Prabowo menekankan bahwa seluruh kebijakan, izin, dan produk hukum yang tidak selaras dengan Pasal 33 Undang-Undang Dasar 1945 harus ditinggalkan atau diubah.

Pasal tersebut menegaskan bahwa sumber daya alam dikuasai oleh negara dan dipergunakan sebesar-besarnya untuk kemakmuran rakyat.

Pernyataan ini sontak menjadi sorotan, terutama bagi daerah-daerah yang menggantungkan perekonomiannya pada sektor pertambangan rakyat, termasuk Bangka Belitung.

WPR Babel: Sudah Ditetapkan, Tapi Belum Berjalan

Ironisnya, Bangka Belitung sejatinya telah memiliki payung awal WPR. Kementerian Energi dan Sumber Daya Mineral (ESDM) sebelumnya menetapkan 123 Wilayah Pertambangan Rakyat di Provinsi Kepulauan Bangka Belitung dengan total luas mencapai 8.568,35 hektare.

Penetapan tersebut merupakan bagian dari 1.215 WPR nasional yang tersebar di 19 provinsi, dengan total luas nasional mencapai 66.593,18 hektare.

Plt.
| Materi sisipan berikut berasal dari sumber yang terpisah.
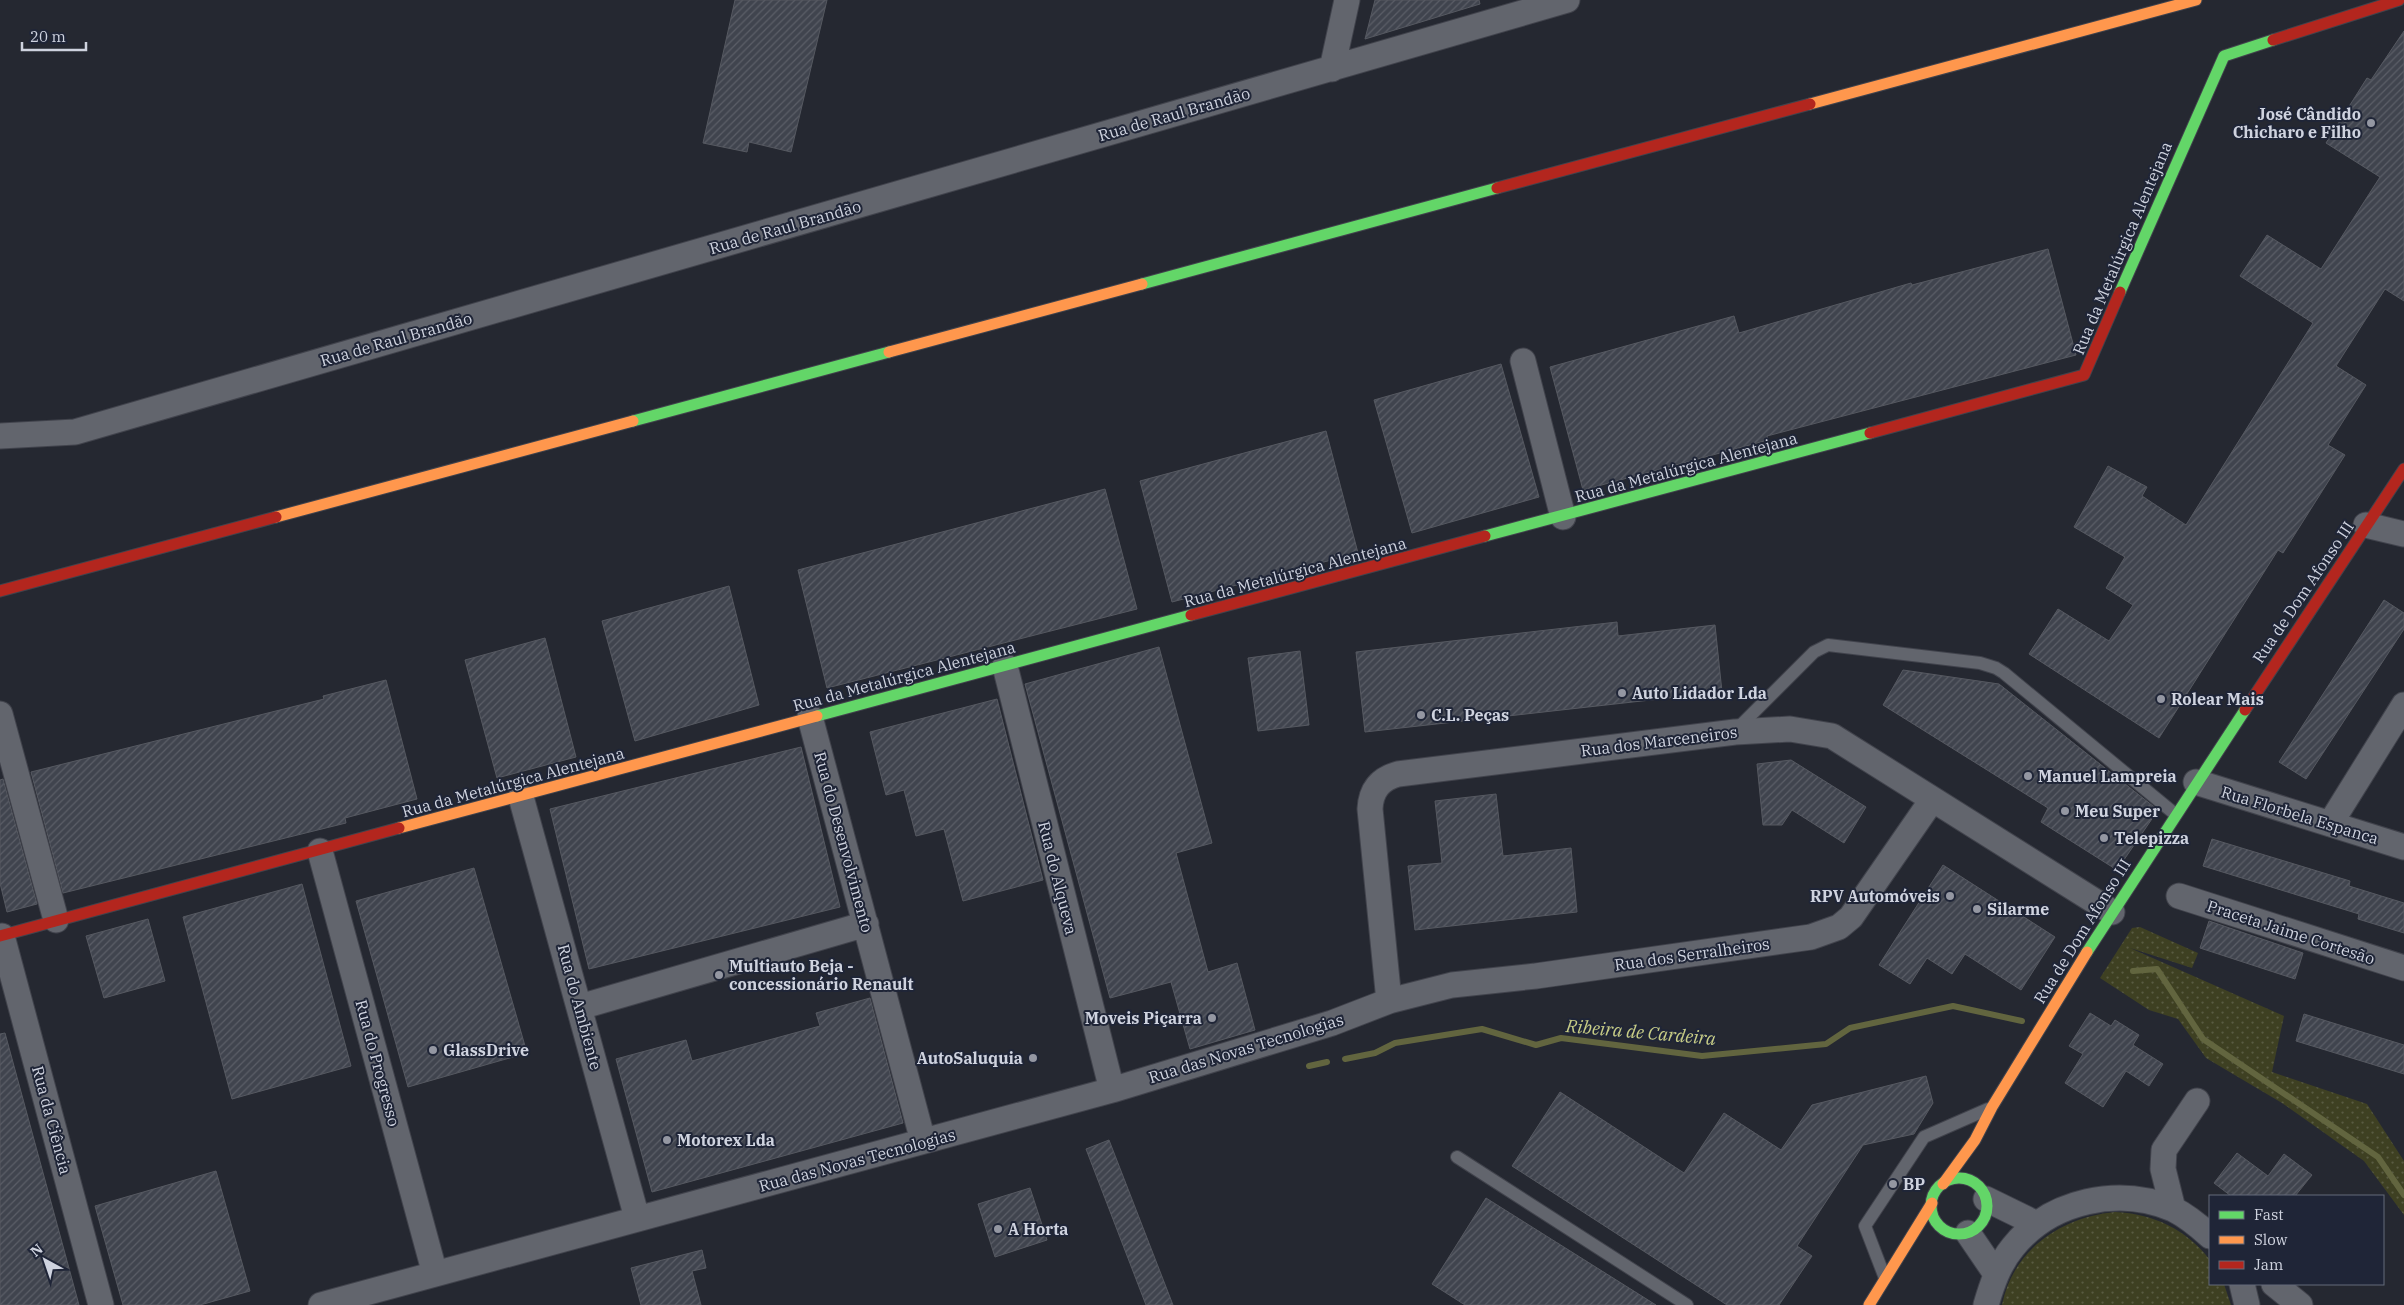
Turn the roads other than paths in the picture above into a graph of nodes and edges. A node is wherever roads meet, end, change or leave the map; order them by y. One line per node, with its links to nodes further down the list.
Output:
1 (1347, 0): 5 (street)
2 (1567, 0): 5 (street, Rua de Raul Brandão)
3 (2196, 0): 12 (main road)
4 (2398, 0): 9 (main road, Rua da Metalúrgica Alentejana)
5 (1332, 68): 7 (street, Rua de Raul Brandão)
6 (1523, 361): 9 (street)
7 (0, 436)
8 (2404, 469): 10 (main road, Rua de Dom Afonso III)
9 (1563, 517): 13 (main road, Rua da Metalúrgica Alentejana)
10 (2366, 526): 11 (street); 19 (main road, Rua de Dom Afonso III)
11 (2404, 534)
12 (0, 591)
13 (1005, 666): 16 (main road, Rua da Metalúrgica Alentejana); 34 (street, Rua do Alqueva)
14 (2404, 705): 17 (street)
15 (0, 714): 28 (street)
16 (810, 717): 20 (main road, Rua da Metalúrgica Alentejana); 29 (street, Rua do Desenvolvimento)
17 (2397, 728): 23 (street)
18 (1735, 732): 21 (street, Rua dos Marceneiros); 22 (lane); 32 (street, Rua dos Marceneiros)
19 (2196, 782): 22 (main road, Rua de Dom Afonso III); 23 (street, Rua Florbela Espanca)
20 (521, 797): 25 (main road, Rua da Metalúrgica Alentejana); 33 (street, Rua do Ambiente)
21 (1932, 800): 27 (street, Rua dos Marceneiros); 32 (street, Rua dos Serralheiros)
22 (2175, 814): 27 (main road, Rua de Dom Afonso III)
23 (2330, 824): 24 (street, Rua Florbela Espanca)
24 (2404, 847)
25 (320, 851): 28 (main road, Rua da Metalúrgica Alentejana); 49 (street, Rua do Progresso)
26 (2179, 896): 31 (street, Praceta Jaime Cortesão)
27 (2112, 912): 36 (main road, Rua de Dom Afonso III)
28 (56, 920): 30 (main road, Rua da Metalúrgica Alentejana)
29 (866, 924): 33 (street); 38 (street, Rua do Desenvolvimento)
30 (1, 936): 54 (street, Rua da Ciência)
31 (2404, 968)
32 (1389, 1000): 34 (street, Rua das Novas Tecnologias)
33 (580, 1007): 44 (street, Rua do Ambiente)
34 (1112, 1090): 38 (street, Rua das Novas Tecnologias)
35 (2197, 1101): 43 (street)
36 (1992, 1107): 37 (main road, Rua de Dom Afonso III); 51 (lane)
37 (1975, 1140): 40 (main road, Rua de Dom Afonso III); 41 (main road)
38 (923, 1141): 44 (street, Rua das Novas Tecnologias)
39 (1457, 1157): 56 (lane)
40 (1942, 1184): 41 (main road); 42 (main road)
41 (1983, 1194): 45 (street); 46 (main road)
42 (1932, 1203): 46 (main road); 48 (main road)
43 (2173, 1209): 45 (street); 47 (street)
44 (637, 1218): 49 (street, Rua das Novas Tecnologias)
45 (2037, 1224): 50 (street)
46 (1957, 1232): 48 (main road); 50 (street)
47 (2209, 1235)
48 (1907, 1246): 51 (main road)
49 (435, 1274): 55 (street, Rua das Novas Tecnologias)
50 (1996, 1274): 58 (street)
51 (1886, 1279): 57 (main road)
52 (2242, 1285): 59 (street)
53 (2275, 1285): 60 (street)
54 (101, 1305)
55 (321, 1305)
56 (1688, 1305)
57 (1870, 1305)
58 (1986, 1305)
59 (2247, 1305)
60 (2300, 1305)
Direktur Jenderal Mineral dan Batubara (Minerba) Kementerian ESDM, Bambang Suswantono, menjelaskan bahwa Surat Keputusan penetapan WPR per provinsi telah diteken oleh Menteri ESDM sejak 21 April 2022.

Namun, meski status WPR telah ditetapkan secara nasional, implementasinya di daerah khususnya Bangka Belitung belum berjalan maksimal.
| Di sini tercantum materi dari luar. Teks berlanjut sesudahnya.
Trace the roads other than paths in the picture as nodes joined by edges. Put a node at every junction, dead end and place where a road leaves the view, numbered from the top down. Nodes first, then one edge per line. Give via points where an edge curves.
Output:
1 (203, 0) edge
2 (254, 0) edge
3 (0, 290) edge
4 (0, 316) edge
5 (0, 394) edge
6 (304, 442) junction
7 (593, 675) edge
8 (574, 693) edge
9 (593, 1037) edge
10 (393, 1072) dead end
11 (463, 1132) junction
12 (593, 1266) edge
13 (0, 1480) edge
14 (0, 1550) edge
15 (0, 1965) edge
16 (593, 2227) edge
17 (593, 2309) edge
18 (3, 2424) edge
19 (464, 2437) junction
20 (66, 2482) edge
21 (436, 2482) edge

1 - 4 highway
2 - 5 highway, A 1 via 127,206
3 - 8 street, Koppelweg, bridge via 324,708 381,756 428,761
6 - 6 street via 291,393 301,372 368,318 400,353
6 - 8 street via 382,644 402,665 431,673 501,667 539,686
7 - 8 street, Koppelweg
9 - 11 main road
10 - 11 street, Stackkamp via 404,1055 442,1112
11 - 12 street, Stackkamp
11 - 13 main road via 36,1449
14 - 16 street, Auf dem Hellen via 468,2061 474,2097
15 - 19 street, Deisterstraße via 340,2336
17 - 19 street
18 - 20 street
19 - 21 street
Proses administrasi, penyesuaian tata ruang, hingga penerbitan Izin Pertambangan Rakyat (IPR) masih menjadi pekerjaan rumah besar.

Surat Keputusan tentang wilayah pertambangan per provinsi telah diteken oleh Menteri ESDM pada 21 April 2022 lalu.

Dimana tercatat ada 19 provinsi yang memiliki WPR dengan jumlah blok dan luas yang beragam, antara lain:

  1. Banten (1 WPR) dengan luas 9,71 hektare
  2. Bangka Belitung (123 WPR) 8.568,35 hektare
  3. Yogyakarta (138 WPR) 5.600,05 hektar;
  4. Gorontalo (63 WPR) 5.502,42 hektar;
  5. Jambi (117 WPR) 7.030,46 hektar
  6. Jawa Barat (73 WPR) 1.867,22 hektar
  7. Jawa Timur (322 WPR) 6.937,78 hektar
  8. Kalimantan Barat (199 WPR) 11.848 hektar
  9. Kepulauan Riau (4 WPR) 127,04 hektar
  10. Maluku (2 WPR) 95,21 hektar
  11. Maluku Utara (22 WPR) 315,9 hektar
  12. Nusa Tenggara Barat (60 WPR) 1.469,84 hektar
  13. Papua (25 WPR) 2.459,16 hektar
  14. Papua Barat (1 WPR) 3.746,21 hekntar
  15. Riau (34 WPR) 9.216,96 hektar
  16. Sulawesi Tengah (18 WPR) 1.407,58 hektar
  17. Sulawesi Utara (1 WPR) 30,86 hektar
  18. Sulawesi barat (3 WPR) 24,91 hektar
  19. Sulawesi Utara (9 WPR) 335,5 hektar.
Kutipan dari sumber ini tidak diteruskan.